Dans la salle suivante, une nouvelle thématique est abordée, celle du déguisement. « Ce qui m’importe dans cette visite c’est la question du présent, c’est-à-dire de rattacher les œuvres à des sujets d’actualité et de société », indique le guide qui est par exemple revenu sur  la polémique de la «Black face» d’Antoine Griezmann qu’il rappelle rapidement  Pour ceux qui n'ont pas suivi l'histoire.

De l’humour et de la bonne humeur

Alors que Lilian Thuram nous parle de voyage et de souvenirs, et que la fin de la visite approche, on ressent une véritable symbiose entre le public et le pédagogue. La pression du début est relâchée, et c’est un guide tout à fait drôle que l’on découvre.

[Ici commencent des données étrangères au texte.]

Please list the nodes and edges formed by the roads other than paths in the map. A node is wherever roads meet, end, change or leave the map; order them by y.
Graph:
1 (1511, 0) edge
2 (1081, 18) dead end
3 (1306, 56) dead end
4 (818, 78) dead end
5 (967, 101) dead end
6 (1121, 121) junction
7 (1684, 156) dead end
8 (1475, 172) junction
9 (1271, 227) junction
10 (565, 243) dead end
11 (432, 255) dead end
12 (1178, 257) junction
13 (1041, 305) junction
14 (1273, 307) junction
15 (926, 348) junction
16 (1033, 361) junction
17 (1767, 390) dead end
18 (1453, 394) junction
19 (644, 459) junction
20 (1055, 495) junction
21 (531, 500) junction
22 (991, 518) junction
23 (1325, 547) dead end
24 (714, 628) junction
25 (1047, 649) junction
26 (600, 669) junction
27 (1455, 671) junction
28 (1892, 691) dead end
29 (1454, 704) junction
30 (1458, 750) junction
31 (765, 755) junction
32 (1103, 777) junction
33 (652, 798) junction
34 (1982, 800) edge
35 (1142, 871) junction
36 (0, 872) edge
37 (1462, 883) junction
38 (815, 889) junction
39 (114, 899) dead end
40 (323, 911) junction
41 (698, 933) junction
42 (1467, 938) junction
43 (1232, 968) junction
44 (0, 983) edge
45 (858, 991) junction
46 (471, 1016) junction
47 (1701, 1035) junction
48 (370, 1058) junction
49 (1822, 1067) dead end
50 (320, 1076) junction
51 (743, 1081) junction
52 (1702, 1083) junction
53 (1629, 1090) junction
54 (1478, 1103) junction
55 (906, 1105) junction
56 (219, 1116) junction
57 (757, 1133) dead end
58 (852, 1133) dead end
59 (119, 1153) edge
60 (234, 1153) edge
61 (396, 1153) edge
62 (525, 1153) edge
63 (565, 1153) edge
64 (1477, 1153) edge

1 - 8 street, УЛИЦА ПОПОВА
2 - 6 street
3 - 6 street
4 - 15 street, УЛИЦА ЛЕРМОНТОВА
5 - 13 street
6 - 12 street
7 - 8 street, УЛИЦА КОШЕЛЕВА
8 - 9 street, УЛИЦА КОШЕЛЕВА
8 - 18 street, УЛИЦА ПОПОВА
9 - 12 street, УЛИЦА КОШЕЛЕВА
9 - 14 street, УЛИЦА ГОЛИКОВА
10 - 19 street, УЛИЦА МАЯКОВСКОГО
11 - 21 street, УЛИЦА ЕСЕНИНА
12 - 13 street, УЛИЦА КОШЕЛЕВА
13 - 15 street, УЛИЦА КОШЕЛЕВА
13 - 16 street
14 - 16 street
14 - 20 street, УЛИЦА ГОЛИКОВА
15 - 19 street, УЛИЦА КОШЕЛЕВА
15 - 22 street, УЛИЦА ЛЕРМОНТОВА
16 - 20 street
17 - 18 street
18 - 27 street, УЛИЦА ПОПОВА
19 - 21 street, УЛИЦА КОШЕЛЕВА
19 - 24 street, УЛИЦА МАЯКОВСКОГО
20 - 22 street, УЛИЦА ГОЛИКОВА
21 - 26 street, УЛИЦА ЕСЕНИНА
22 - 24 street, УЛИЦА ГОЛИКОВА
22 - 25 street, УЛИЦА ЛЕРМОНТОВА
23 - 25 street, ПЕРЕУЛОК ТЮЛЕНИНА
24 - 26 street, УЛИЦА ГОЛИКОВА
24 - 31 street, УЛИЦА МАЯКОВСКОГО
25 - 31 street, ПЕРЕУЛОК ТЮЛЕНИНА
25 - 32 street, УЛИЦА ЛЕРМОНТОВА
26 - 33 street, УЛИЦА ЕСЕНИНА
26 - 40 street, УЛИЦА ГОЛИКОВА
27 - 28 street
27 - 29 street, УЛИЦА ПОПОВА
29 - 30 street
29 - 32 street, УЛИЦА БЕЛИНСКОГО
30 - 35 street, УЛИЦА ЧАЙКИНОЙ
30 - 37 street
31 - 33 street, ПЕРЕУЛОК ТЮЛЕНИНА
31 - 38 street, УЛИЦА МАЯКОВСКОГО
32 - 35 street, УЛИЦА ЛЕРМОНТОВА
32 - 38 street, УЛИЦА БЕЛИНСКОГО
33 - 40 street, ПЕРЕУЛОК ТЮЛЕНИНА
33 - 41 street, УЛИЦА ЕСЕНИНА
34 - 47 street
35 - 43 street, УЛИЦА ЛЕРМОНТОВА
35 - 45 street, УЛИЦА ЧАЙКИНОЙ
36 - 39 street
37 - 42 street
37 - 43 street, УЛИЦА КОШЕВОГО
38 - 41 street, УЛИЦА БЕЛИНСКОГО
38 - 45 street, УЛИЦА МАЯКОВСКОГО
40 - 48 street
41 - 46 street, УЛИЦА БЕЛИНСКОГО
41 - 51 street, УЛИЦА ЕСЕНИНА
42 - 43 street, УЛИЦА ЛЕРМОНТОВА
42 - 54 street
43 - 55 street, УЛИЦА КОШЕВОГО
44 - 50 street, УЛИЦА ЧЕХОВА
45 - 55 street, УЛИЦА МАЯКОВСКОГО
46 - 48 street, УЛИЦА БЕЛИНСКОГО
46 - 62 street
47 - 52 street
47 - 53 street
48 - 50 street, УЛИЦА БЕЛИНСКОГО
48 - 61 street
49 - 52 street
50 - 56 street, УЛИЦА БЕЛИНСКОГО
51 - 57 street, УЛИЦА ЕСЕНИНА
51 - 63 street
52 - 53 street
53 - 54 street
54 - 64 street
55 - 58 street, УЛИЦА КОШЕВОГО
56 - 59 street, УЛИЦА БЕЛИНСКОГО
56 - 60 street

Lorsqu’un téléphone portable se met à sonner, le guide taquine le propriétaire de l’appareil : « Ce sera une amende qui coûtera très cher ! ».

Les questions fusent davantage qu’au début de la visite, et le premier public semble conquis par cette exposition. L'objectif est donc parfaitement rempli pour le guide qui se voit comme un « passeur ».

Victime de leur succès, ces visites avec Lilian Thuram affichent d'ores et déjà complets* mais avec ou sans le footballeur, l'exposition mérite le détour.

 

* D’autres visites sont menées par Françoise Vergès les 19 et 26 janvier, 16 février, et les 2, 9 et 16 mars prochains à 16h30 au musée Delacroix. Etant donné le grand nombre de demandes et le peu de places disponibles, il est préférable de réserver. L'exposition prendra fin le 2 avril 2018.